Table 1.
Modified Goeckerman Regimen for Psoriasis Treatment, Detailing Cool-Down Procedures, Phototherapy, Tar Application Protocols, Daily Monitoring, and Discharge and Maintenance Plans
| Cool Down Procedure* | |
| Topical corticosteroids application: | |
| - Trunk/Extremities: Triamcinolone 0.1% ointment | |
| - Face/Axillae/Groin: Hydrocortisone 2.5% cream | |
| - Scalp: Clobetasol 0.05% lotion | |
| - Highly inflamed areas: Clobetasol 0.05% ointment | |
| Occlusion: | |
| - Trunk/Extremities: Cling film | |
| - Hands: Impermeable gloves | |
| - Feet: Shower caps inside socks | |
| - Scalp: Shower cap | |
| Phototherapy and Tar | The patient should shower daily before phototherapy sessions. |
| Set up a treatment room with plastic wrap, socks, UV eye protection, and gowns | |
| Decide on initial phototherapy dose using the Fitzpatrick skin type (Table 2) and increase the phototherapy dose based on patient response. | |
| Post-phototherapy, apply crude coal tar (CCT) in Aquaphor to affected areas.
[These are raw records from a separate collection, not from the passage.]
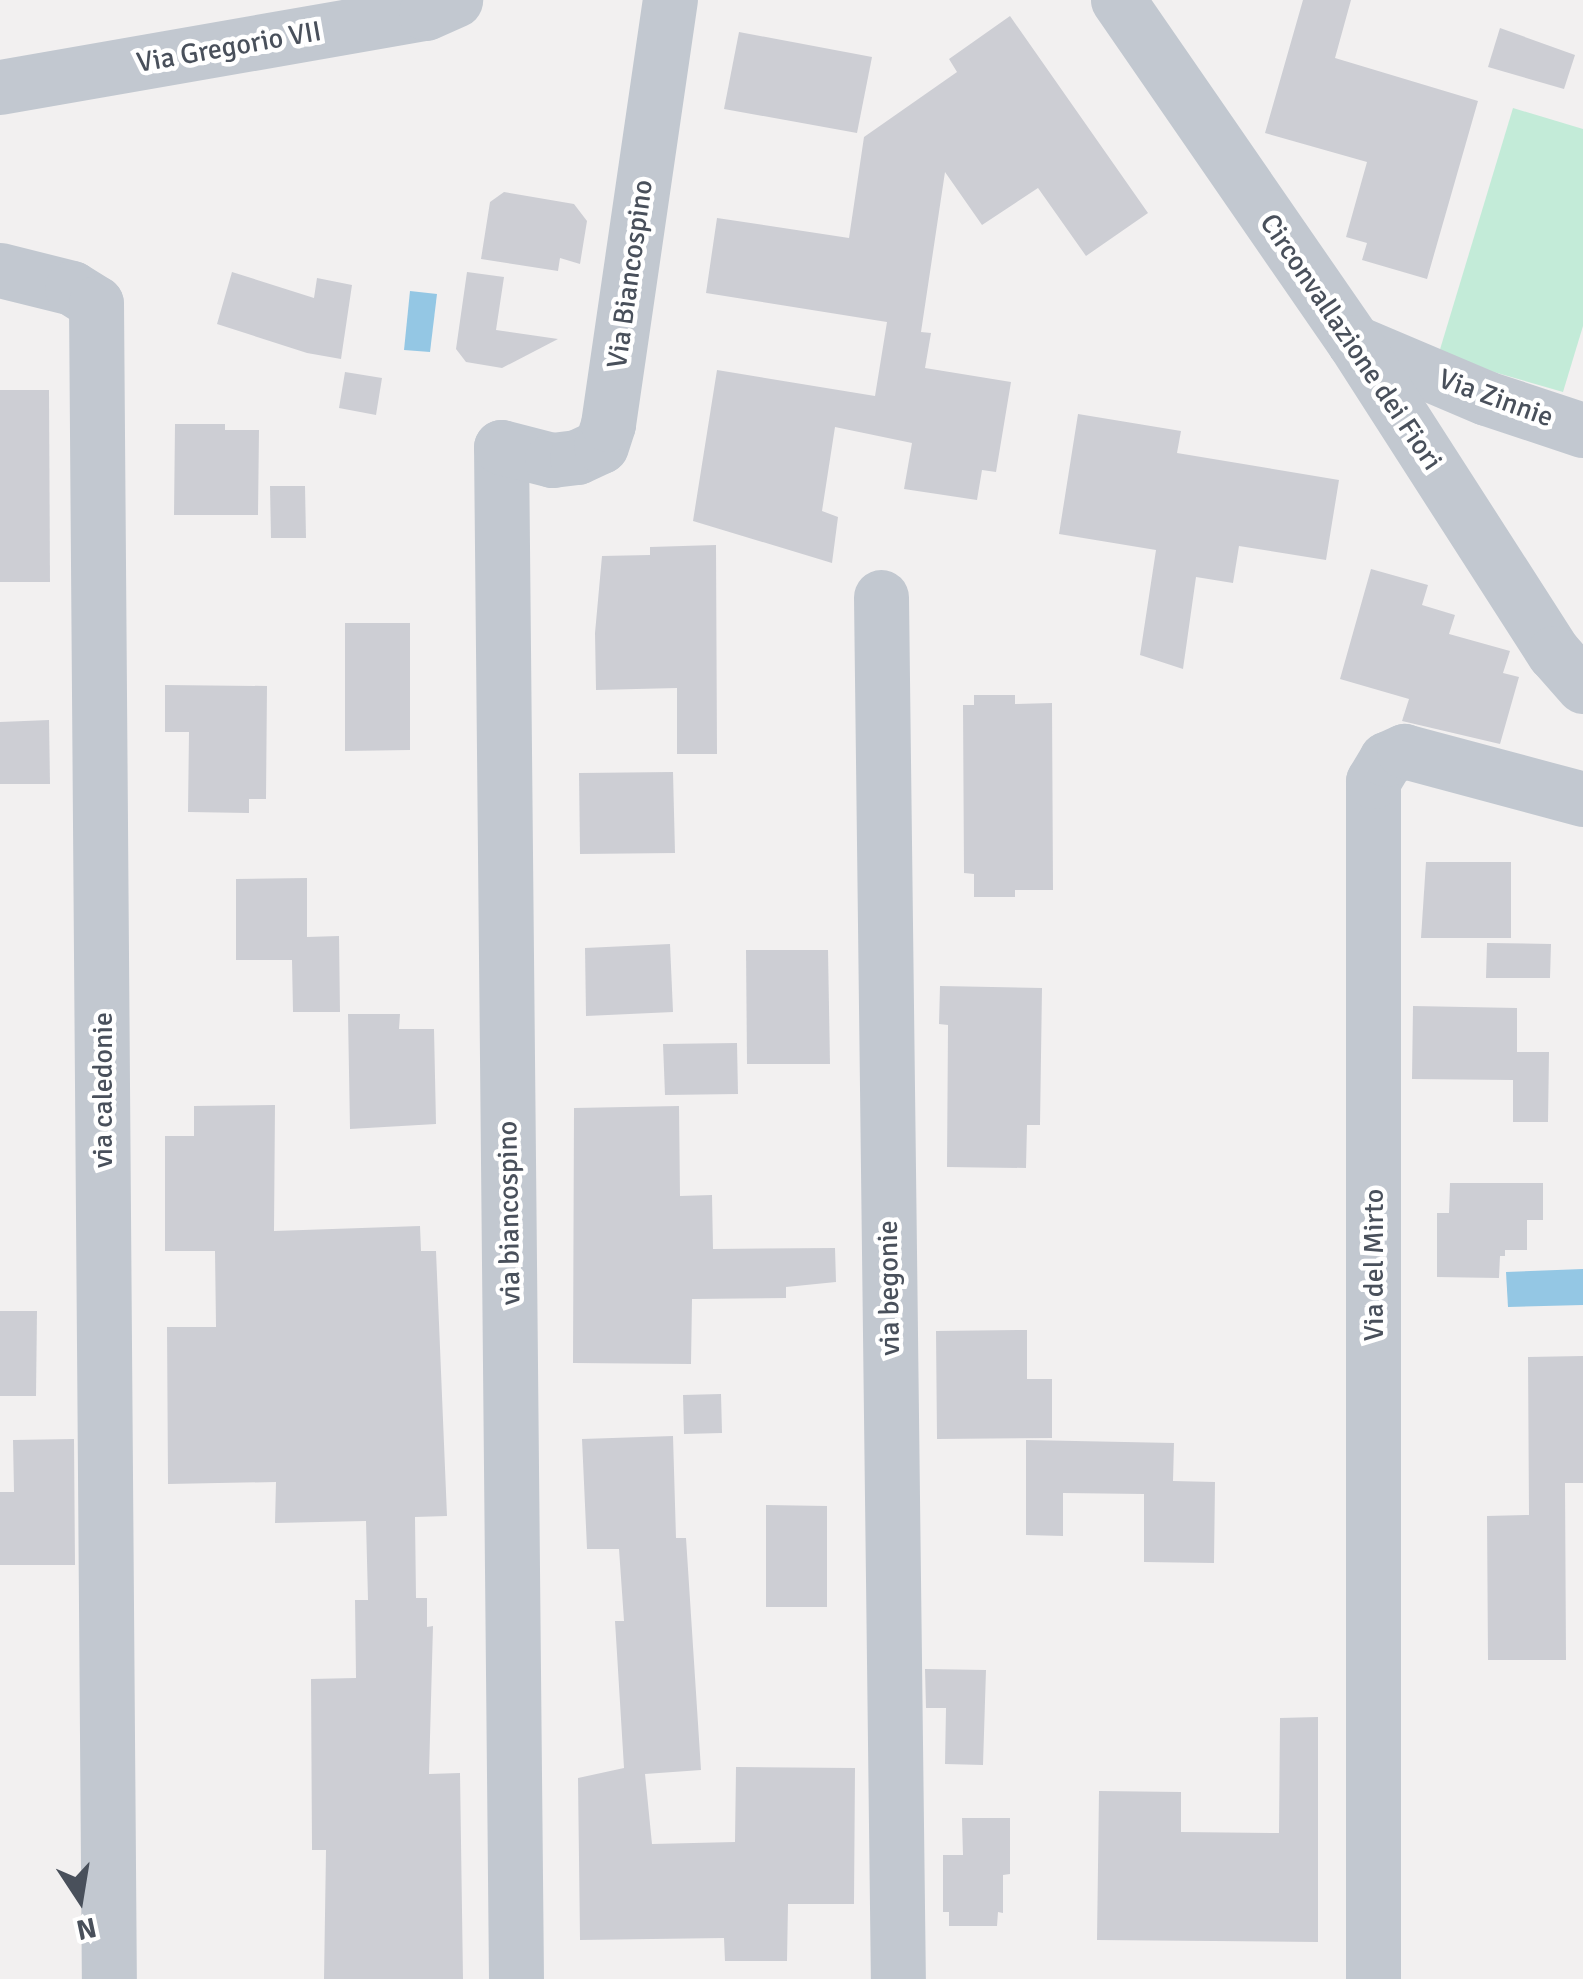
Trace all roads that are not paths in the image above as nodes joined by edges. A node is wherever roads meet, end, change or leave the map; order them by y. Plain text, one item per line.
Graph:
1 (455, 0) edge
2 (670, 0) edge
3 (1118, 0) edge
4 (0, 87) edge
5 (0, 270) edge
6 (1354, 342) junction
7 (1583, 430) edge
8 (502, 447) joint
9 (880, 596) dead end
10 (1583, 686) edge
11 (1583, 799) edge
12 (109, 1979) edge
13 (516, 1979) edge
14 (898, 1979) edge
15 (1373, 1979) edge

1 - 4 street, Via Gregorio VII
2 - 8 street, Via Biancospino
3 - 6 street, Circonvallazione dei Fiori
5 - 12 street, via caledonie
6 - 7 street, Via Zinnie
6 - 10 street, Circonvallazione dei Fiori
8 - 13 street, via biancospino
9 - 14 street, via begonie
11 - 15 street, Via del Mirto

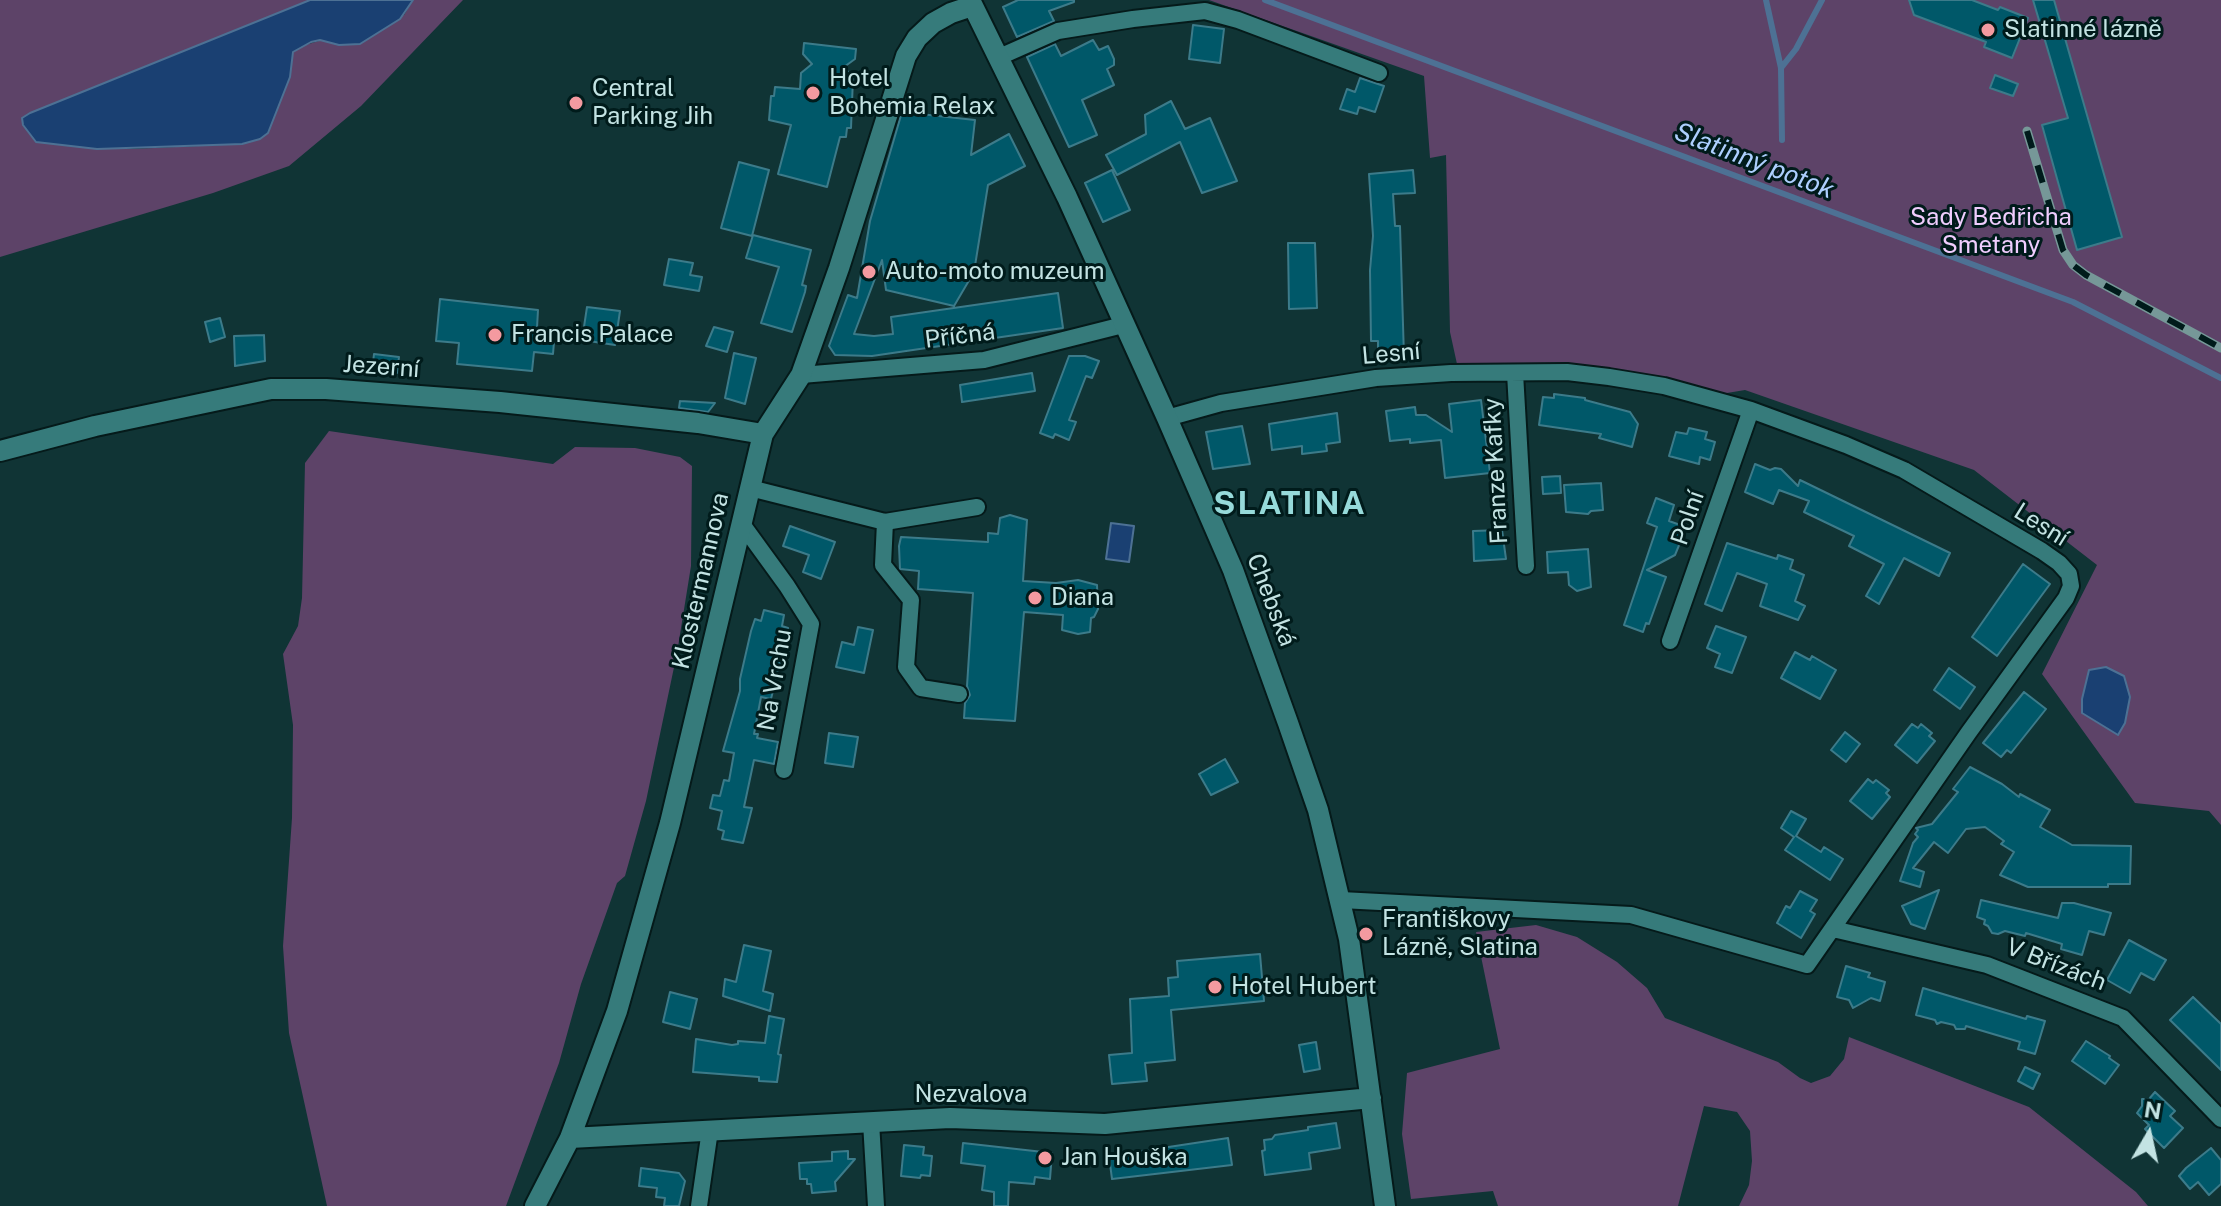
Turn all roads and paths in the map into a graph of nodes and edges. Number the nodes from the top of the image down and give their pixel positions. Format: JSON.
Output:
{"nodes":[{"id":1,"x":971,"y":3,"type":"edge"},
{"id":2,"x":997,"y":58,"type":"junction"},
{"id":3,"x":1379,"y":73,"type":"dead end"},
{"id":4,"x":1123,"y":325,"type":"junction"},
{"id":5,"x":1515,"y":373,"type":"junction"},
{"id":6,"x":801,"y":375,"type":"junction"},
{"id":7,"x":1751,"y":410,"type":"junction"},
{"id":8,"x":1167,"y":418,"type":"junction"},
{"id":9,"x":763,"y":434,"type":"junction"},
{"id":10,"x":0,"y":451,"type":"edge"},
{"id":11,"x":750,"y":488,"type":"junction"},
{"id":12,"x":977,"y":507,"type":"dead end"},
{"id":13,"x":885,"y":522,"type":"junction"},
{"id":14,"x":742,"y":524,"type":"junction"},
{"id":15,"x":1526,"y":566,"type":"dead end"},
{"id":16,"x":1670,"y":641,"type":"dead end"},
{"id":17,"x":959,"y":694,"type":"dead end"},
{"id":18,"x":784,"y":770,"type":"dead end"},
{"id":19,"x":1341,"y":900,"type":"junction"},
{"id":20,"x":1833,"y":929,"type":"junction"},
{"id":21,"x":1371,"y":1098,"type":"junction"},
{"id":22,"x":2221,"y":1119,"type":"edge"},
{"id":23,"x":871,"y":1122,"type":"junction"},
{"id":24,"x":710,"y":1130,"type":"junction"},
{"id":25,"x":570,"y":1138,"type":"junction"},
{"id":26,"x":535,"y":1206,"type":"edge"},
{"id":27,"x":699,"y":1206,"type":"edge"},
{"id":28,"x":876,"y":1206,"type":"edge"},
{"id":29,"x":1385,"y":1206,"type":"edge"}],
"edges":[{"from":1,"to":2,"type":"street","name":"Chebská"},
{"from":1,"to":6,"type":"street","name":"Klostermannova"},
{"from":2,"to":3,"type":"street"},
{"from":2,"to":4,"type":"street","name":"Chebská"},
{"from":4,"to":6,"type":"street","name":"Příčná"},
{"from":4,"to":8,"type":"street","name":"Chebská"},
{"from":5,"to":7,"type":"street","name":"Lesní"},
{"from":5,"to":8,"type":"street","name":"Lesní"},
{"from":5,"to":15,"type":"street","name":"Franze Kafky"},
{"from":6,"to":9,"type":"street","name":"Klostermannova"},
{"from":7,"to":16,"type":"street","name":"Polní"},
{"from":7,"to":20,"type":"street","name":"Lesní"},
{"from":8,"to":19,"type":"street","name":"Chebská"},
{"from":9,"to":10,"type":"street","name":"Jezerní"},
{"from":9,"to":11,"type":"street","name":"Klostermannova"},
{"from":11,"to":13,"type":"street"},
{"from":11,"to":14,"type":"street","name":"Klostermannova"},
{"from":12,"to":13,"type":"street"},
{"from":13,"to":17,"type":"street"},
{"from":14,"to":18,"type":"street","name":"Na Vrchu"},
{"from":14,"to":25,"type":"street","name":"Klostermannova"},
{"from":19,"to":20,"type":"street","name":"Lesní"},
{"from":19,"to":21,"type":"street","name":"Chebská"},
{"from":20,"to":22,"type":"street","name":"V Břízách"},
{"from":21,"to":23,"type":"street","name":"Nezvalova"},
{"from":21,"to":29,"type":"street","name":"Chebská"},
{"from":23,"to":24,"type":"street","name":"Nezvalova"},
{"from":23,"to":28,"type":"street"},
{"from":24,"to":25,"type":"street","name":"Nezvalova"},
{"from":24,"to":27,"type":"street"},
{"from":25,"to":26,"type":"street","name":"Klostermannova"}]}
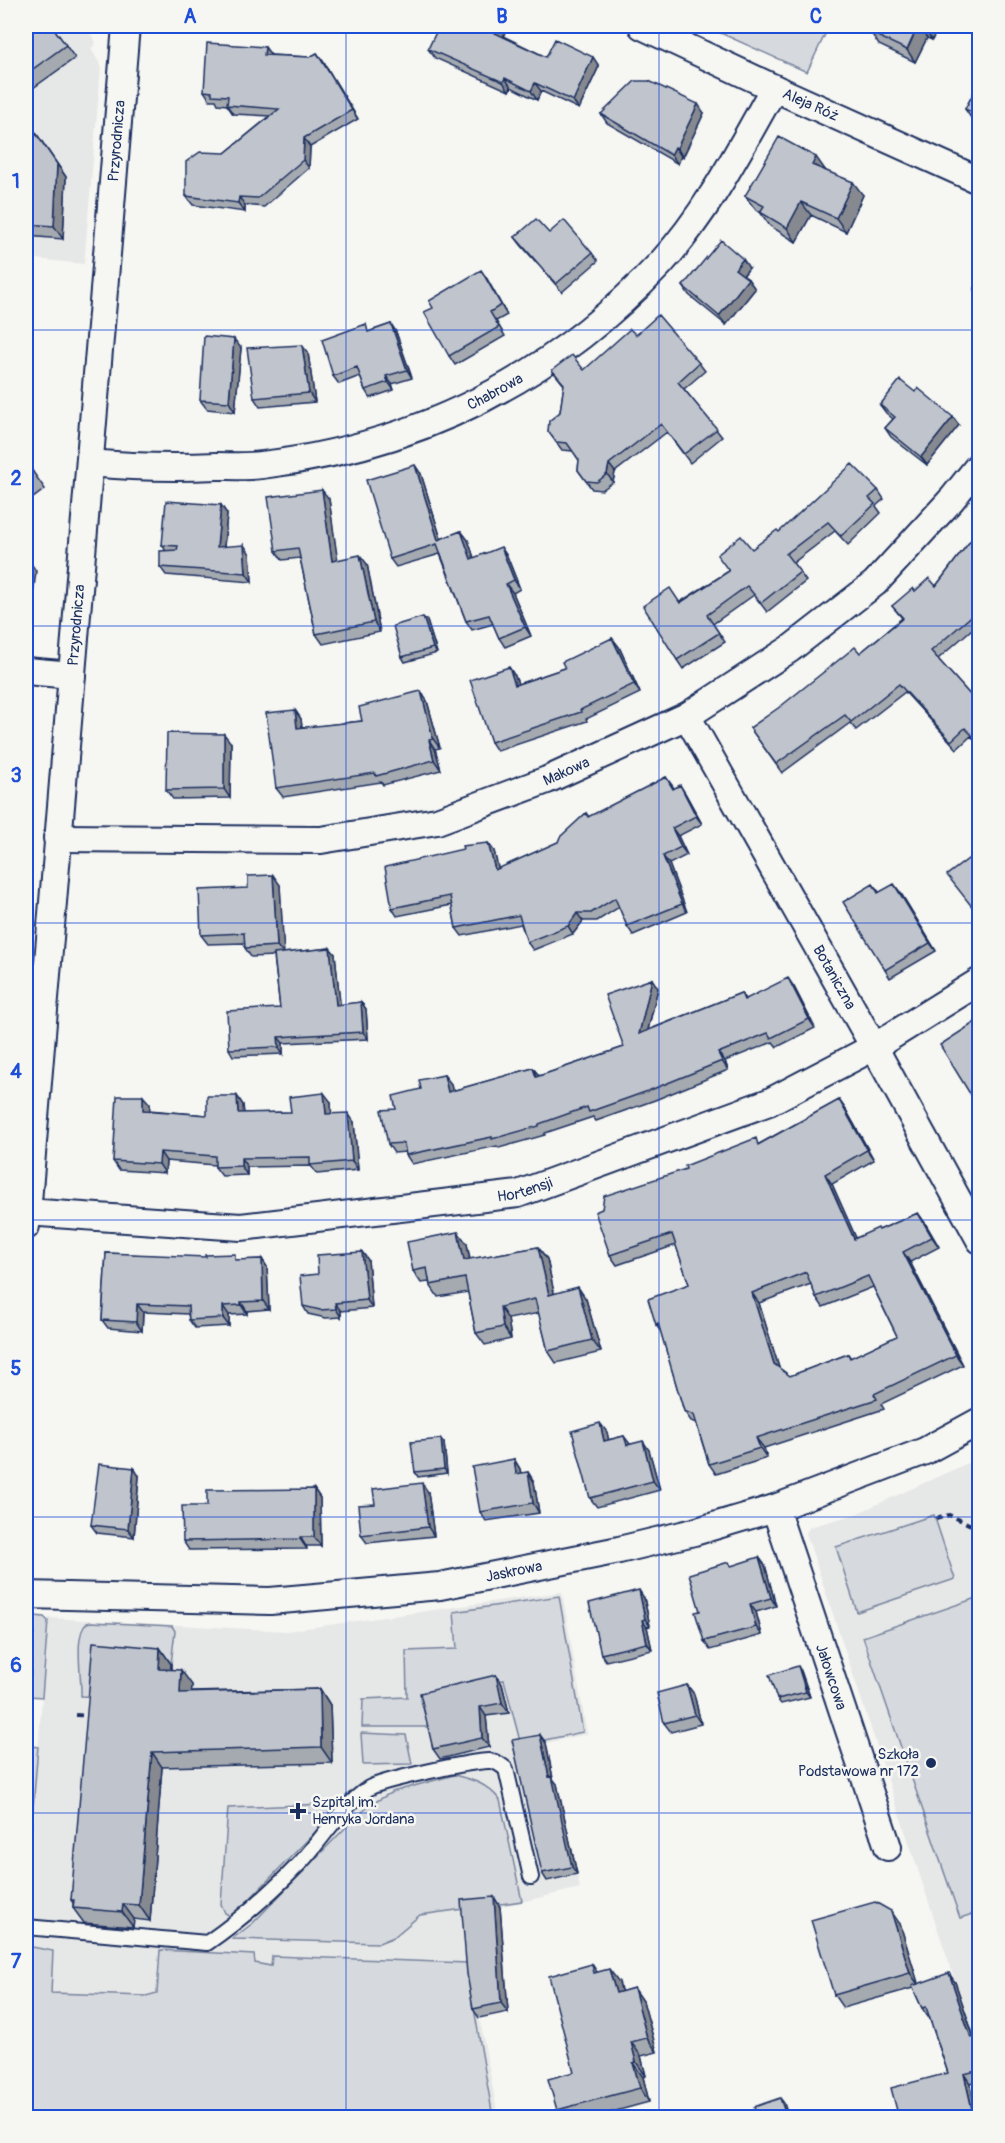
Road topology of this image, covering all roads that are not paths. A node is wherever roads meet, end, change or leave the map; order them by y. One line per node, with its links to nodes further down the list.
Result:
1 (126, 26): 5 (street, Przyrodnicza)
2 (642, 26): 3 (street, Aleja Róż)
3 (774, 88): 4 (street, Aleja Róż); 5 (street, Chabrowa)
4 (980, 181)
5 (90, 464): 8 (street, Przyrodnicza)
6 (980, 464): 9 (street, Makowa)
7 (26, 671): 8 (street)
8 (72, 675): 10 (street, Przyrodnicza)
9 (687, 716): 10 (street, Makowa); 12 (street, Botaniczna)
10 (57, 838): 13 (street, Przyrodnicza)
11 (980, 981): 12 (street, Hortensji)
12 (874, 1047): 14 (street, Hortensji); 15 (street, Botaniczna)
13 (33, 1049): 14 (street, Przyrodnicza)
14 (26, 1219)
15 (980, 1240)
16 (980, 1421): 17 (street, Jaskrowa)
17 (775, 1508): 18 (street, Jaskrowa); 19 (street, Jałowcowa)
18 (26, 1595)
19 (888, 1847)
20 (531, 1877): 21 (lane)
21 (26, 1927)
If CCT is not available, then an alternative type of tar or topical steroid under occlusion can be used. | |
| For scalp involvement, apply 4% tar shampoo or 20% liquid carbonis detergens (LCD) in Nutraderm. | |
| Start with the lowest CCT strength (2%), and increase strength as tolerated by the patient (up to 5%). | |
| Weekend Protocol: | As the phototherapy center is closed, instruct the patient to use 10% CCT in the morning and Mometasone cream/ointment at night. |
| Daily Monitoring | Assess the patient’s skin daily for sensations of burning, which can indicate the patient’s inability to tolerate light therapy, or worsening itch, which can indicate irritation from the tar, light, or plastic wrap. |
| Decrease phototherapy dose if any adverse reactions are detected. | |
| Continue the therapy for two weeks, then plan discharge. | |
| Discharge and Maintenance | Prescribe topical medications: Triamcinolone cream/ointment (twice daily for body), Clobetasol with or without vitamin D analog for recalcitrant lesions (twice daily), and 20% LCD in Aquaphor to the body (once daily), and 20% LCD in Nutraderm to the scalp (once daily). |
| If able, schedule for outpatient phototherapy 1–3x/week for at least one month (preferably 2–3 months). | |
| Follow-Up: | Schedule a physician appointment within 1–2 months post-discharge for monitoring. |
Notes: *If necessary, ask patient to do remotely at home for two weeks before the start of the program, as well as up to the first five days of the program, depending on the level of erythema.